Deep behind the locked doors of the Huntington Library's rare book collection, two Bibles tell a remarkable story.
One is the Gundulf Bible, a 1,000-year-old tome originally owned by an English bishop and written in Latin, a language that most of his flock did not understand. The other is a version of the New Testament published this year that looks like a teen magazine featuring splashy art design and such articles as: "Are You Dating a Godly Guy?"
The Bible's evolution reflects its dramatic transformation from a largely inaccessible book owned by high religious officials to a ubiquitous bestseller marketed to the masses in myriad ways. The story of that shift will be told in an exhibit, "The Bible and the People," set to open today at the Huntington Library, Art Collections and Botanical Gardens in San Marino.
"We like to start with a question: How did this book, which was so inaccessible in so many ways, become the best-known book in the Western world?" said Lori Anne Ferrell, co-curator of the show and a religion professor at the Claremont School of Theology and Claremont Graduate University.
The four-month exhibit will feature treasures from the library's collection of more than 2,000 Bibles spanning a millennium of history.

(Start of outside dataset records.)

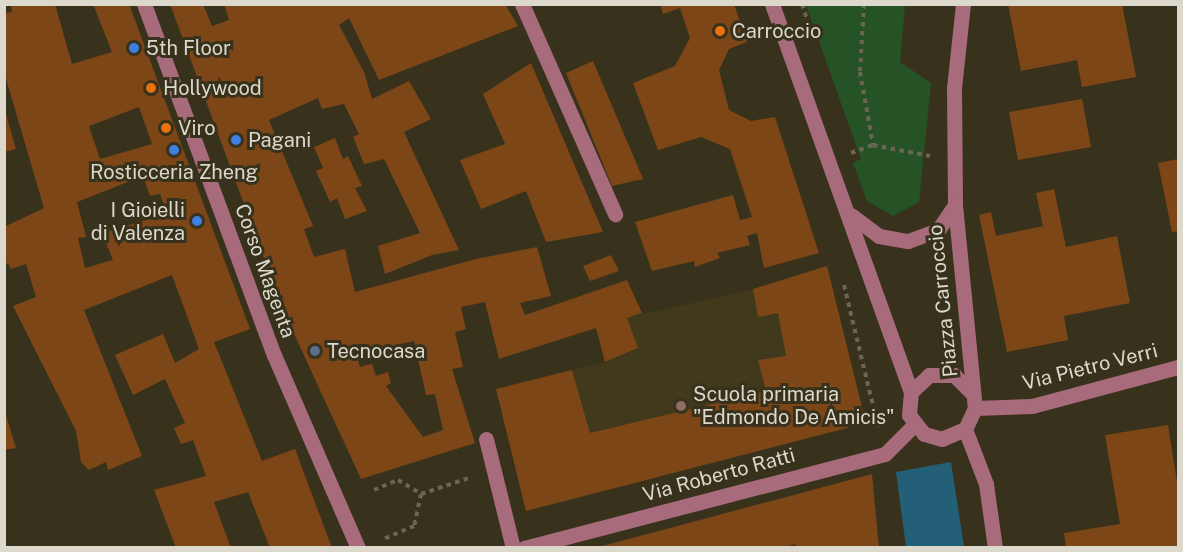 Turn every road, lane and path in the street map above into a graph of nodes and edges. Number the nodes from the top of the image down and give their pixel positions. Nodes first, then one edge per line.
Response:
1 (144, 4) edge
2 (522, 4) edge
3 (772, 4) edge
4 (864, 4) edge
5 (963, 4) edge
6 (873, 145) junction
7 (851, 153) dead end
8 (954, 162) junction
9 (955, 205) junction
10 (615, 214) dead end
11 (851, 215) junction
12 (1179, 367) edge
13 (912, 392) junction
14 (974, 401) junction
15 (914, 425) junction
16 (965, 429) junction
17 (486, 439) dead end
18 (491, 471) junction
19 (374, 490) dead end
20 (421, 494) junction
21 (374, 543) dead end
22 (358, 548) edge
23 (513, 548) edge
24 (524, 548) edge
25 (995, 548) edge

1 - 22 street, Corso Magenta
2 - 10 street
3 - 11 street
4 - 6 path
5 - 8 street, Piazza Carroccio
6 - 7 path
6 - 8 path
8 - 9 street, Piazza Carroccio
9 - 11 street, Piazza Carroccio
9 - 14 street, Piazza Carroccio
11 - 13 street
12 - 14 street, Via Pietro Verri
13 - 14 street
13 - 15 street
14 - 16 street
15 - 16 street
15 - 24 street, Via Roberto Ratti
16 - 25 street
17 - 18 street
18 - 20 path
18 - 23 street
19 - 20 path
20 - 21 path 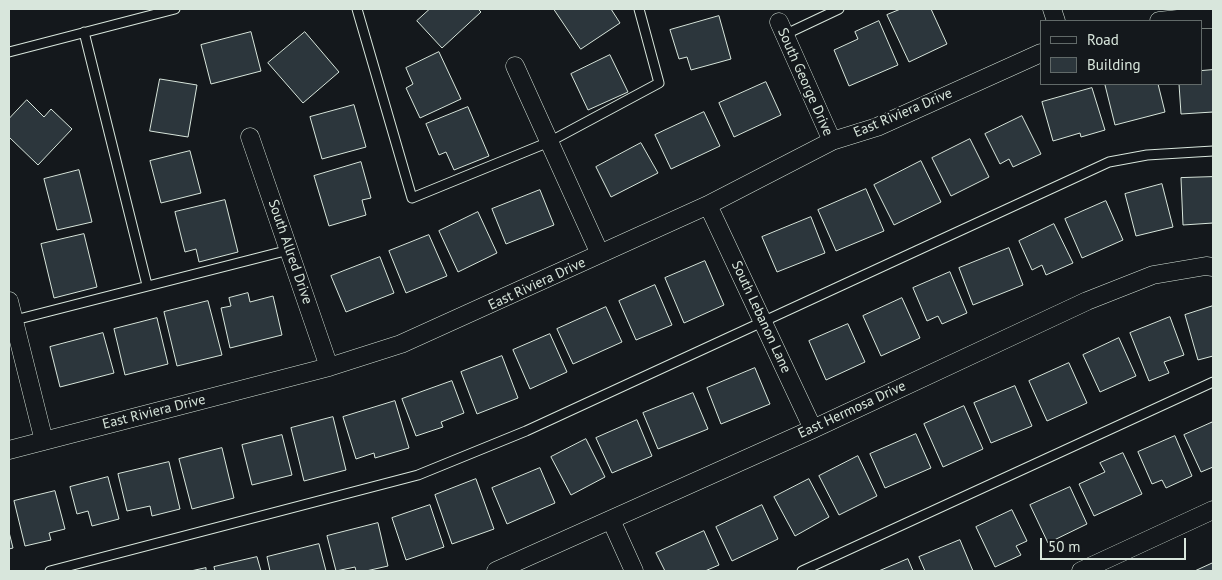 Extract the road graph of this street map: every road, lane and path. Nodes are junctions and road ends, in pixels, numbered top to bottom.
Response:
1 (175, 9) edge
2 (357, 9) edge
3 (639, 9) edge
4 (839, 9) edge
5 (1213, 19) edge
6 (1168, 20) edge
7 (781, 29) joint
8 (84, 32) junction
9 (9, 52) edge
10 (1040, 53) edge
11 (515, 66) dead end
12 (250, 137) dead end
13 (832, 141) junction
14 (549, 142) junction
15 (1213, 151) edge
16 (708, 206) junction
17 (289, 250) junction
18 (600, 254) junction
19 (1213, 267) edge
20 (147, 286) junction
21 (9, 301) edge
22 (11, 321) edge
23 (763, 323) junction
24 (329, 367) junction
25 (1213, 382) edge
26 (813, 429) junction
27 (44, 441) junction
28 (9, 450) edge
29 (1213, 510) edge
30 (611, 520) junction
31 (50, 571) edge
32 (496, 571) edge
33 (634, 571) edge
34 (802, 571) edge
35 (1081, 571) edge

1 - 8 lane
2 - 14 lane
3 - 14 lane
4 - 7 lane
5 - 6 street
7 - 13 street, South George Drive
8 - 9 lane
8 - 20 lane
10 - 13 street, East Riviera Drive
11 - 14 street
12 - 17 street, South Allred Drive
13 - 16 street, East Riviera Drive
14 - 18 street
15 - 23 lane
16 - 18 street, East Riviera Drive
16 - 23 street, South Lebanon Lane
17 - 20 lane
17 - 24 street, South Allred Drive
18 - 24 street, East Riviera Drive
19 - 26 street, East Hermosa Drive
20 - 22 lane
21 - 22 street
22 - 27 street
23 - 26 street, South Lebanon Lane
23 - 31 lane
24 - 27 street, East Riviera Drive
25 - 34 lane
26 - 30 street, East Hermosa Drive
27 - 28 street, East Riviera Drive
29 - 35 street
30 - 32 street, East Hermosa Drive
30 - 33 street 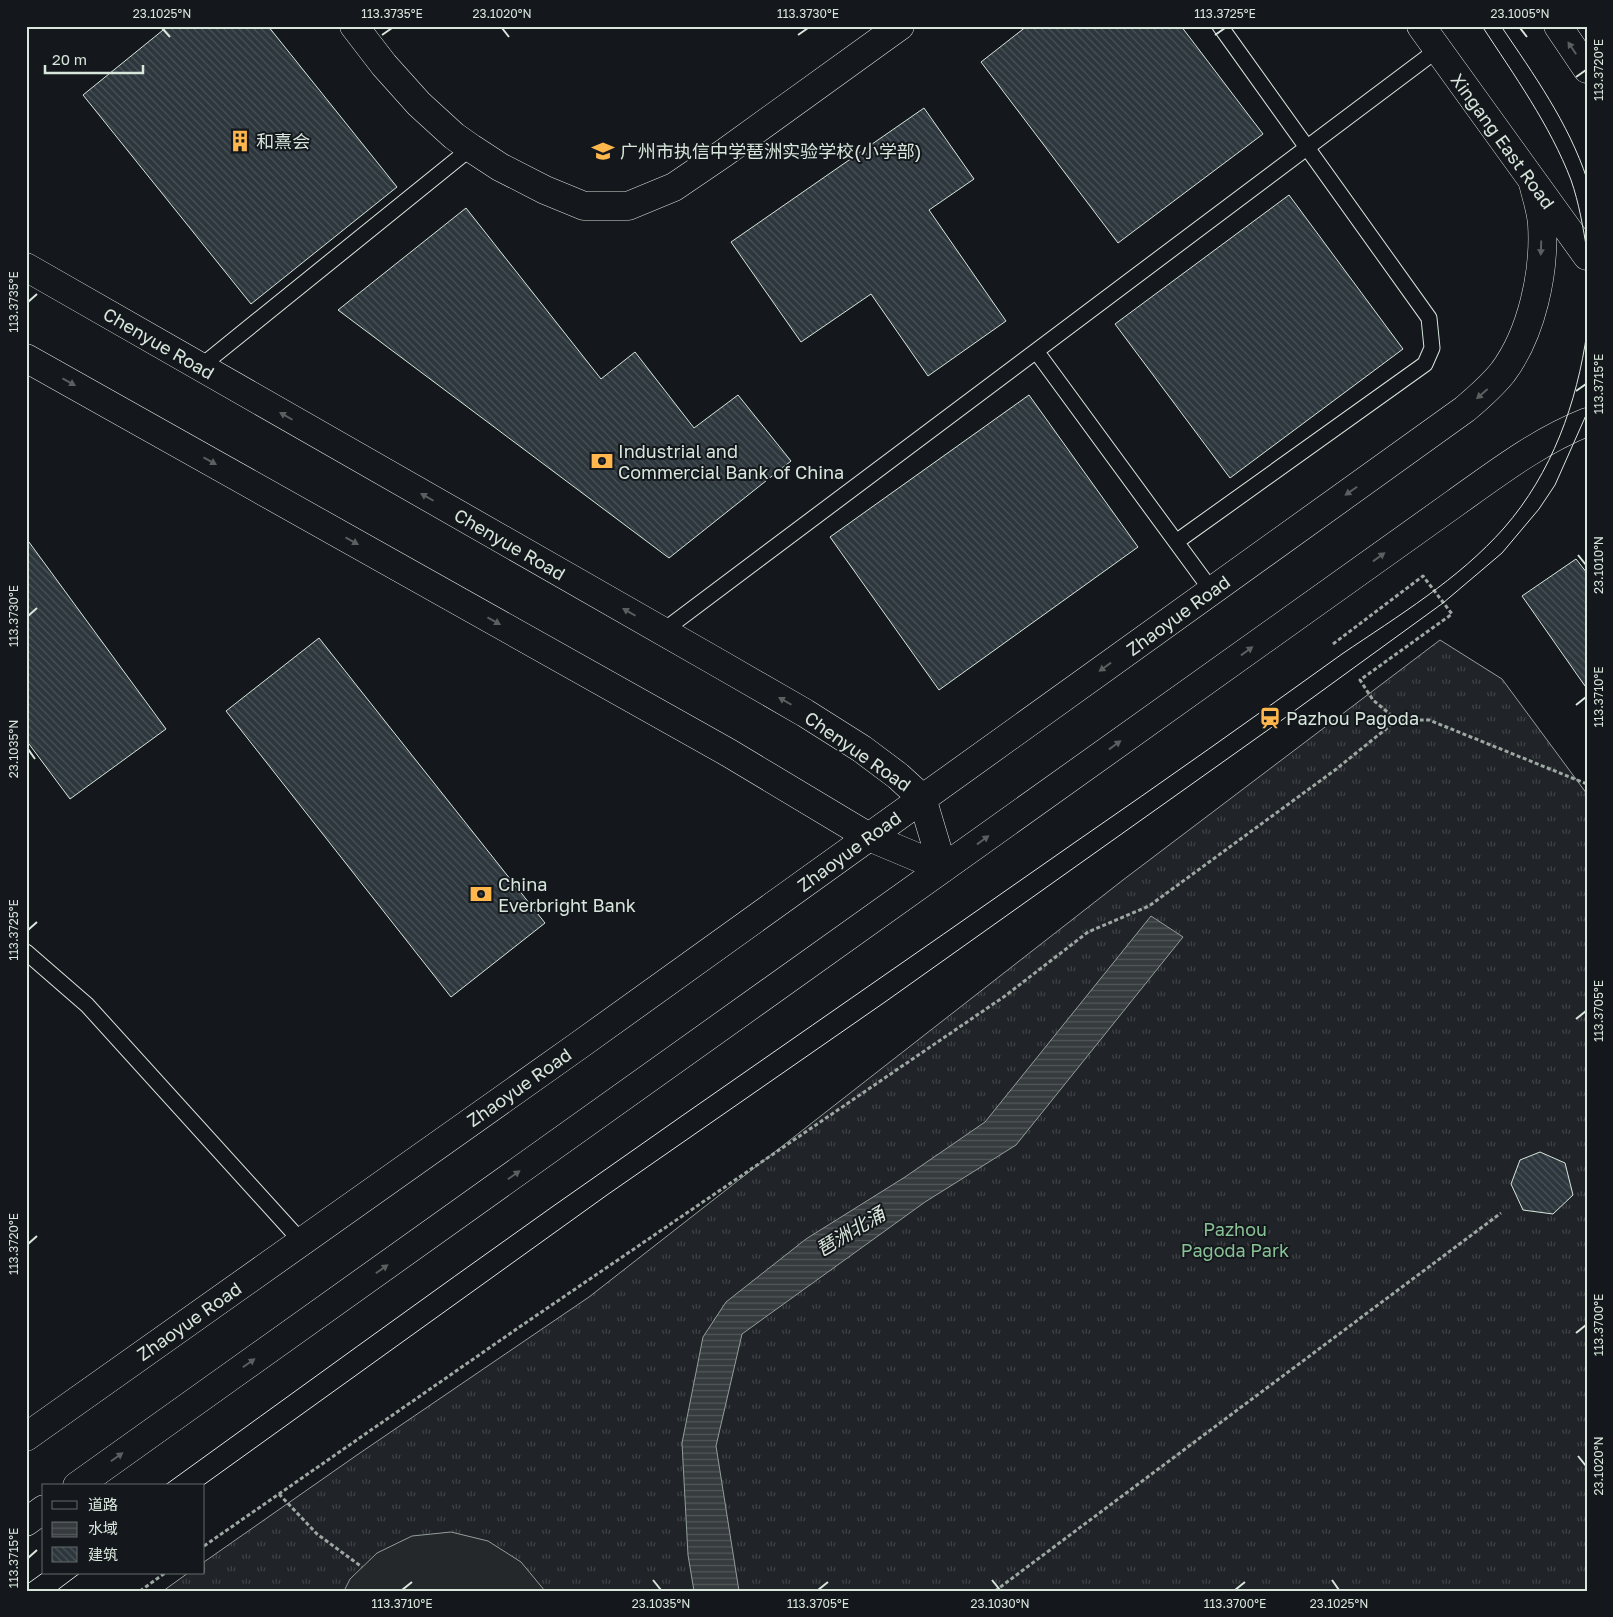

Highlights include a 15th century Gutenberg Bible, the first produced by a printing press; a 14th century Ellesmere Psalter, a hand-painted volume of the Psalms; the Great Bible, England's first authorized English translation of Scripture; and a copy of the Bay Psalm Book of 1640, the first book printed in America.
Each book illuminates part of the Bible's long journey.
Tradition holds that God gave Moses the Ten Commandments more than 3,300 years ago, although some scholars argue that the laws were developed centuries later. Many agree that the Torah, or first five books of the Bible, was completed between 400 and 500 BC, and say the original Greek manuscripts of the New Testament followed by AD 100.
For centuries, however, few Christians read the Bible because of its enormous expense before the advent of the printing press, widespread illiteracy and church laws against translating the Scriptures into local languages. Those who tackled the text often found a forbidding work filled with incomprehensible words and contradictions.
"We live in a Bible-saturated culture, but not many people understand how difficult the book is to understand," Ferrell said.